Whether you've listened to this podcast in its entirety or bounced around, you know that once I became eligible to join SAG, I waited two years to do so. But I have yet to share why I waited so long. And nope, it's not the cost of entry. The dues. It' something else
You will likely relate to or understand what it's like to experience imposter syndrome. Unless you're an outlier with an extraordinary sense of self-worth or a sociopath. Imposter syndrome was the reason why I waited two years to join SAG.
Once I became eligible to join SAG, my feelings of inadequacy led me to believe I wasn't yet good enough to act opposite union actors. I felt I needed more time to get better. The biblical term "As iron sharpens iron, so one person sharpens another" is true. Joining the union when I did, was the best thing for my career, yes, for financial reasons, but also, My craft became sharper by acting opposite working union actors.
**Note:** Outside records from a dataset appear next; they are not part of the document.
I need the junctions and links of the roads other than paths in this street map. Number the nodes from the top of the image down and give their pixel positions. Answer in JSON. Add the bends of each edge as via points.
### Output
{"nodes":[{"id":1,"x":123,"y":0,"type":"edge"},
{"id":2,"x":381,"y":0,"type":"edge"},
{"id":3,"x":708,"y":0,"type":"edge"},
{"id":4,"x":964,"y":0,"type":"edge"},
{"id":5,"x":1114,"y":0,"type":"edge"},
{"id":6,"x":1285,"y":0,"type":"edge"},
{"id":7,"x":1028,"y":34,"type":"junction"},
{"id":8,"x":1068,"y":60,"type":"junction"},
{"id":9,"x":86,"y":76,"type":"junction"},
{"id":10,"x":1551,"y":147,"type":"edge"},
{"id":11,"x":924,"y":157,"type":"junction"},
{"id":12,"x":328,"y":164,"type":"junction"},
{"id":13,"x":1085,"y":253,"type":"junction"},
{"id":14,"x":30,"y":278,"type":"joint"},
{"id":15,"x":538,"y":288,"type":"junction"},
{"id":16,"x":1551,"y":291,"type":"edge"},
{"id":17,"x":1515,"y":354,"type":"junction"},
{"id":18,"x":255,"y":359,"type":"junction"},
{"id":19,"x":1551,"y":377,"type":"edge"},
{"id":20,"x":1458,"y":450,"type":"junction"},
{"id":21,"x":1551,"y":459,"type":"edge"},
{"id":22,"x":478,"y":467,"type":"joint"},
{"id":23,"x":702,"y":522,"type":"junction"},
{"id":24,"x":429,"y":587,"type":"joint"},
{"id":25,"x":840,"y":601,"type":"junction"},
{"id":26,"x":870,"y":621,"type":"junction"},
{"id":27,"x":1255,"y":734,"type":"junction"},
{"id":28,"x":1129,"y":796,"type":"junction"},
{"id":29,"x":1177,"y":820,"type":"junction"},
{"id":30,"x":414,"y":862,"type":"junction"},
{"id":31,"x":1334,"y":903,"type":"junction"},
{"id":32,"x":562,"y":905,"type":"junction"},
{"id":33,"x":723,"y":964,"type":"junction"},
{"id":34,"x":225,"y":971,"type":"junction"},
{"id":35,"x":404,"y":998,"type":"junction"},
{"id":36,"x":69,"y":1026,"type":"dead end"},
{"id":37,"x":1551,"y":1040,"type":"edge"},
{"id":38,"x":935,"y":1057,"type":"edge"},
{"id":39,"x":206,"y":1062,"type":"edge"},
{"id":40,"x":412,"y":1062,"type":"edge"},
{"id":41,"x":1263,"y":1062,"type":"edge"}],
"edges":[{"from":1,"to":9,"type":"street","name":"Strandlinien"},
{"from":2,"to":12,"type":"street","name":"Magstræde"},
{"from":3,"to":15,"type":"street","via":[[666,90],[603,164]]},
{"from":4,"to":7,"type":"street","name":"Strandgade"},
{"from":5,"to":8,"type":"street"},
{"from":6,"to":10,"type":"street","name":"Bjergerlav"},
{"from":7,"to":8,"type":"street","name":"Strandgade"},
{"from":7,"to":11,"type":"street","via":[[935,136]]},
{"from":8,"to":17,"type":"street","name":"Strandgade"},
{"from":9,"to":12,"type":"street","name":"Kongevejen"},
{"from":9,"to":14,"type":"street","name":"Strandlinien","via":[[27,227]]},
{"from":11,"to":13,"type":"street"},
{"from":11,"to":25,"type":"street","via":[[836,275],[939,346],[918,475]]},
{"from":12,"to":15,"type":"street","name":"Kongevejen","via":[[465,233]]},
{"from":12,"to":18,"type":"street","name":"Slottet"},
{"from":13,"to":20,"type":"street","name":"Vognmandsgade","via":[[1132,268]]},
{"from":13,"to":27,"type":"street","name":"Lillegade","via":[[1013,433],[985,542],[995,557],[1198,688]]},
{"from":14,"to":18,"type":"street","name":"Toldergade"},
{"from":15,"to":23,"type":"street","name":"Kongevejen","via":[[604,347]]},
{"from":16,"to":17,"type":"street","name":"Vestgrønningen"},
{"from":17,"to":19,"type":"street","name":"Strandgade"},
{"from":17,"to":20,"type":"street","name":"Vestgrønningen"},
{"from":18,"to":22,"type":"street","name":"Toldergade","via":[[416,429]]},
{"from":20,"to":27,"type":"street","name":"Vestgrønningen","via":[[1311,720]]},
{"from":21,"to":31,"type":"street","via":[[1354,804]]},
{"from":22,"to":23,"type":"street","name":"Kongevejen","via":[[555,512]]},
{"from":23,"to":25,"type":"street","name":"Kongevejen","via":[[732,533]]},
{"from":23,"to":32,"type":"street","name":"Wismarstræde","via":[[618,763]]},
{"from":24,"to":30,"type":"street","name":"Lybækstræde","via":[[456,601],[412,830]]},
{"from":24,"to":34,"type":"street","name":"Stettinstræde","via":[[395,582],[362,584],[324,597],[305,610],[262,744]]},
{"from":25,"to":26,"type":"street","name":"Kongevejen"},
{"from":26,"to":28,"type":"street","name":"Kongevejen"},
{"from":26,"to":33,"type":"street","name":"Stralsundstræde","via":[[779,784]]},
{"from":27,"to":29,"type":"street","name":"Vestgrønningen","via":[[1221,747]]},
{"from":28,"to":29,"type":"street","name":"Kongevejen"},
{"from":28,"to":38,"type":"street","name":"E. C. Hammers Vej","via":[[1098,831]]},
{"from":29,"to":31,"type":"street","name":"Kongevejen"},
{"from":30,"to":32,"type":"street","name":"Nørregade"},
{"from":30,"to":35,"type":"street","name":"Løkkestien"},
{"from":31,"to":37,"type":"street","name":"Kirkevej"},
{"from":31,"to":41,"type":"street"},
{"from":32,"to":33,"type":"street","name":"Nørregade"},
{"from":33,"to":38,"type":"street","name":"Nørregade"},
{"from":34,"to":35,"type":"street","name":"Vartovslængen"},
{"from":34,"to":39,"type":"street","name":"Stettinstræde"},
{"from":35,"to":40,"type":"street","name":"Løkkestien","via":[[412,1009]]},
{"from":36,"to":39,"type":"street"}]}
In this episode, I share how imposter syndrome played its part in delaying my decision to join SAG. The agent and two commercial teachers who significantly impacted my career by helping me identify my value, and finally, the unethical non-union commercial that caused me to say Bleep non-union work. It's time to join SAG.
After I booked my first National commercial. I didn't believe I could do it again. I thought my first booking was a fluke. Like a lottery, the odds just happened to be in my favor that one time. And I was terrified that I wouldn't be able to do it twice—the luck of the draw. The thing about success. When you do it once, you have to follow it up and make it happen again. But for me, I was caught up in the "sophomore jinx."
In baseball, the sophomore jinx means a rookie's second year will be a bad one. He'll get injured, play a horrible season, or the team will fall apart on account of his playing style.
In college, it refers to classes getting much harder, and sometimes the student will change their major.
In music, it refers to the artist having a billboard-topping, mega-hit first album, then becoming terrified that the second album won't be as good, suffering ridicule from their fans.
And, in acting, it's can I execute another excellent performance to be hired again?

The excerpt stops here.